Exercise: When a line of the records contains "lane", copy it.

** Data to use follows **

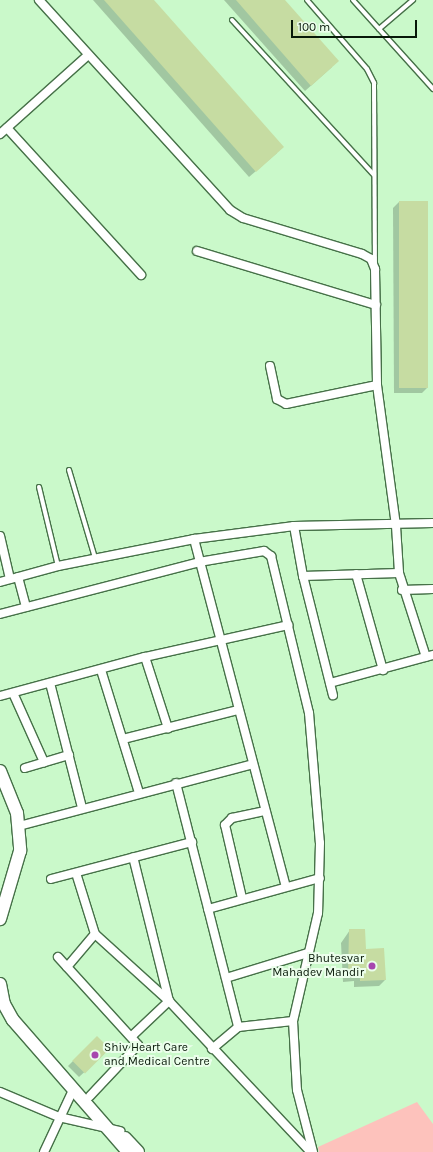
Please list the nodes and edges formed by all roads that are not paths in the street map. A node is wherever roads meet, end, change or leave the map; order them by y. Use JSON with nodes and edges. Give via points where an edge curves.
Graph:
{"nodes":[{"id":1,"x":39,"y":0,"type":"edge"},
{"id":2,"x":308,"y":0,"type":"edge"},
{"id":3,"x":353,"y":0,"type":"edge"},
{"id":4,"x":413,"y":0,"type":"edge"},
{"id":5,"x":232,"y":20,"type":"dead end"},
{"id":6,"x":379,"y":29,"type":"junction"},
{"id":7,"x":88,"y":54,"type":"junction"},
{"id":8,"x":433,"y":89,"type":"edge"},
{"id":9,"x":7,"y":128,"type":"junction"},
{"id":10,"x":0,"y":134,"type":"edge"},
{"id":11,"x":374,"y":175,"type":"junction"},
{"id":12,"x":197,"y":251,"type":"dead end"},
{"id":13,"x":375,"y":269,"type":"junction"},
{"id":14,"x":141,"y":275,"type":"dead end"},
{"id":15,"x":376,"y":305,"type":"junction"},
{"id":16,"x":270,"y":366,"type":"dead end"},
{"id":17,"x":377,"y":385,"type":"junction"},
{"id":18,"x":70,"y":470,"type":"dead end"},
{"id":19,"x":39,"y":486,"type":"dead end"},
{"id":20,"x":433,"y":522,"type":"edge"},
{"id":21,"x":294,"y":526,"type":"junction"},
{"id":22,"x":396,"y":526,"type":"junction"},
{"id":23,"x":0,"y":536,"type":"edge"},
{"id":24,"x":194,"y":539,"type":"junction"},
{"id":25,"x":95,"y":558,"type":"junction"},
{"id":26,"x":200,"y":562,"type":"junction"},
{"id":27,"x":58,"y":566,"type":"junction"},
{"id":28,"x":399,"y":573,"type":"junction"},
{"id":29,"x":356,"y":574,"type":"junction"},
{"id":30,"x":303,"y":576,"type":"junction"},
{"id":31,"x":14,"y":578,"type":"junction"},
{"id":32,"x":0,"y":582,"type":"edge"},
{"id":33,"x":433,"y":589,"type":"edge"},
{"id":34,"x":402,"y":590,"type":"junction"},
{"id":35,"x":26,"y":607,"type":"junction"},
{"id":36,"x":0,"y":614,"type":"edge"},
{"id":37,"x":288,"y":625,"type":"junction"},
{"id":38,"x":219,"y":641,"type":"junction"},
{"id":39,"x":429,"y":656,"type":"edge"},
{"id":40,"x":145,"y":657,"type":"junction"},
{"id":41,"x":101,"y":670,"type":"junction"},
{"id":42,"x":383,"y":670,"type":"junction"},
{"id":43,"x":330,"y":683,"type":"junction"},
{"id":44,"x":50,"y":684,"type":"junction"},
{"id":45,"x":14,"y":693,"type":"junction"},
{"id":46,"x":0,"y":696,"type":"edge"},
{"id":47,"x":333,"y":696,"type":"dead end"},
{"id":48,"x":238,"y":710,"type":"junction"},
{"id":49,"x":168,"y":728,"type":"junction"},
{"id":50,"x":123,"y":739,"type":"junction"},
{"id":51,"x":69,"y":755,"type":"junction"},
{"id":52,"x":44,"y":762,"type":"junction"},
{"id":53,"x":253,"y":764,"type":"junction"},
{"id":54,"x":25,"y":768,"type":"dead end"},
{"id":55,"x":0,"y":771,"type":"edge"},
{"id":56,"x":176,"y":783,"type":"junction"},
{"id":57,"x":139,"y":794,"type":"junction"},
{"id":58,"x":82,"y":808,"type":"junction"},
{"id":59,"x":266,"y":811,"type":"junction"},
{"id":60,"x":19,"y":826,"type":"junction"},
{"id":61,"x":192,"y":842,"type":"junction"},
{"id":62,"x":133,"y":857,"type":"junction"},
{"id":63,"x":76,"y":873,"type":"junction"},
{"id":64,"x":320,"y":878,"type":"junction"},
{"id":65,"x":51,"y":879,"type":"dead end"},
{"id":66,"x":286,"y":886,"type":"junction"},
{"id":67,"x":242,"y":898,"type":"junction"},
{"id":68,"x":2,"y":907,"type":"edge"},
{"id":69,"x":208,"y":909,"type":"junction"},
{"id":70,"x":95,"y":934,"type":"junction"},
{"id":71,"x":308,"y":953,"type":"junction"},
{"id":72,"x":58,"y":957,"type":"dead end"},
{"id":73,"x":67,"y":966,"type":"junction"},
{"id":74,"x":226,"y":978,"type":"junction"},
{"id":75,"x":2,"y":992,"type":"edge"},
{"id":76,"x":169,"y":1001,"type":"junction"},
{"id":77,"x":293,"y":1020,"type":"junction"},
{"id":78,"x":238,"y":1027,"type":"junction"},
{"id":79,"x":132,"y":1035,"type":"junction"},
{"id":80,"x":212,"y":1049,"type":"junction"},
{"id":81,"x":73,"y":1090,"type":"junction"},
{"id":82,"x":0,"y":1092,"type":"edge"},
{"id":83,"x":90,"y":1096,"type":"junction"},
{"id":84,"x":59,"y":1117,"type":"junction"},
{"id":85,"x":120,"y":1141,"type":"edge"},
{"id":86,"x":44,"y":1152,"type":"edge"},
{"id":87,"x":138,"y":1152,"type":"edge"},
{"id":88,"x":312,"y":1152,"type":"edge"}],
"edges":[{"from":1,"to":7,"type":"street"},
{"from":2,"to":11,"type":"lane","via":[[372,76]]},
{"from":3,"to":6,"type":"lane"},
{"from":4,"to":6,"type":"lane"},
{"from":5,"to":11,"type":"lane"},
{"from":6,"to":8,"type":"lane"},
{"from":7,"to":9,"type":"street"},
{"from":7,"to":13,"type":"street","via":[[230,210],[243,218],[362,254]]},
{"from":9,"to":10,"type":"street"},
{"from":9,"to":14,"type":"street"},
{"from":11,"to":13,"type":"lane"},
{"from":12,"to":15,"type":"street"},
{"from":13,"to":15,"type":"street"},
{"from":15,"to":17,"type":"street"},
{"from":16,"to":17,"type":"street","via":[[277,399],[286,404]]},
{"from":17,"to":22,"type":"street"},
{"from":18,"to":25,"type":"lane"},
{"from":19,"to":27,"type":"lane"},
{"from":20,"to":22,"type":"street"},
{"from":21,"to":22,"type":"street"},
{"from":21,"to":24,"type":"street"},
{"from":21,"to":30,"type":"street"},
{"from":22,"to":28,"type":"street"},
{"from":23,"to":31,"type":"street"},
{"from":24,"to":25,"type":"street"},
{"from":24,"to":26,"type":"street"},
{"from":25,"to":27,"type":"street"},
{"from":26,"to":35,"type":"street"},
{"from":26,"to":37,"type":"street","via":[[268,552],[274,561]]},
{"from":26,"to":38,"type":"street"},
{"from":27,"to":31,"type":"street"},
{"from":28,"to":29,"type":"street"},
{"from":28,"to":34,"type":"street"},
{"from":29,"to":30,"type":"street"},
{"from":29,"to":42,"type":"street"},
{"from":30,"to":43,"type":"street"},
{"from":31,"to":32,"type":"street"},
{"from":31,"to":35,"type":"street"},
{"from":33,"to":34,"type":"street"},
{"from":34,"to":39,"type":"street"},
{"from":35,"to":36,"type":"street"},
{"from":37,"to":38,"type":"street"},
{"from":37,"to":64,"type":"street","via":[[309,713],[320,844]]},
{"from":38,"to":40,"type":"street"},
{"from":38,"to":48,"type":"street"},
{"from":39,"to":42,"type":"street"},
{"from":40,"to":41,"type":"street"},
{"from":40,"to":49,"type":"street"},
{"from":41,"to":44,"type":"street"},
{"from":41,"to":50,"type":"street"},
{"from":42,"to":43,"type":"street"},
{"from":43,"to":47,"type":"street"},
{"from":44,"to":45,"type":"street"},
{"from":44,"to":51,"type":"street"},
{"from":45,"to":46,"type":"street"},
{"from":45,"to":52,"type":"street"},
{"from":48,"to":49,"type":"street"},
{"from":48,"to":53,"type":"street"},
{"from":49,"to":50,"type":"street"},
{"from":50,"to":57,"type":"street"},
{"from":51,"to":52,"type":"street"},
{"from":51,"to":58,"type":"street"},
{"from":52,"to":54,"type":"street"},
{"from":53,"to":56,"type":"street"},
{"from":53,"to":59,"type":"street"},
{"from":55,"to":60,"type":"main road"},
{"from":56,"to":57,"type":"street"},
{"from":56,"to":61,"type":"street"},
{"from":57,"to":58,"type":"street"},
{"from":58,"to":60,"type":"street"},
{"from":59,"to":66,"type":"street"},
{"from":59,"to":67,"type":"street","via":[[232,818],[225,825]]},
{"from":60,"to":68,"type":"main road","via":[[20,851]]},
{"from":61,"to":62,"type":"street"},
{"from":61,"to":69,"type":"street"},
{"from":62,"to":63,"type":"street"},
{"from":62,"to":76,"type":"street"},
{"from":63,"to":65,"type":"street"},
{"from":63,"to":70,"type":"street"},
{"from":64,"to":66,"type":"street"},
{"from":64,"to":71,"type":"street","via":[[318,913]]},
{"from":66,"to":67,"type":"street"},
{"from":67,"to":69,"type":"street"},
{"from":69,"to":74,"type":"street"},
{"from":70,"to":73,"type":"street"},
{"from":70,"to":76,"type":"street"},
{"from":71,"to":74,"type":"street"},
{"from":71,"to":77,"type":"street"},
{"from":72,"to":73,"type":"street"},
{"from":73,"to":79,"type":"street"},
{"from":74,"to":78,"type":"street"},
{"from":75,"to":81,"type":"main road","via":[[13,1020]]},
{"from":75,"to":83,"type":"main road","via":[[22,1019]]},
{"from":76,"to":79,"type":"street"},
{"from":76,"to":80,"type":"street"},
{"from":77,"to":78,"type":"street"},
{"from":77,"to":88,"type":"street","via":[[297,1090]]},
{"from":78,"to":80,"type":"street"},
{"from":79,"to":83,"type":"street","via":[[138,1045],[134,1053]]},
{"from":80,"to":88,"type":"street"},
{"from":81,"to":84,"type":"street"},
{"from":81,"to":85,"type":"main road"},
{"from":82,"to":84,"type":"street"},
{"from":83,"to":85,"type":"main road"},
{"from":84,"to":85,"type":"street"},
{"from":84,"to":86,"type":"street"},
{"from":85,"to":87,"type":"main road"}]}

** End of Data to use **

Answer for the task:
{"from":2,"to":11,"type":"lane","via":[[372,76]]},
{"from":3,"to":6,"type":"lane"},
{"from":4,"to":6,"type":"lane"},
{"from":5,"to":11,"type":"lane"},
{"from":6,"to":8,"type":"lane"},
{"from":11,"to":13,"type":"lane"},
{"from":18,"to":25,"type":"lane"},
{"from":19,"to":27,"type":"lane"},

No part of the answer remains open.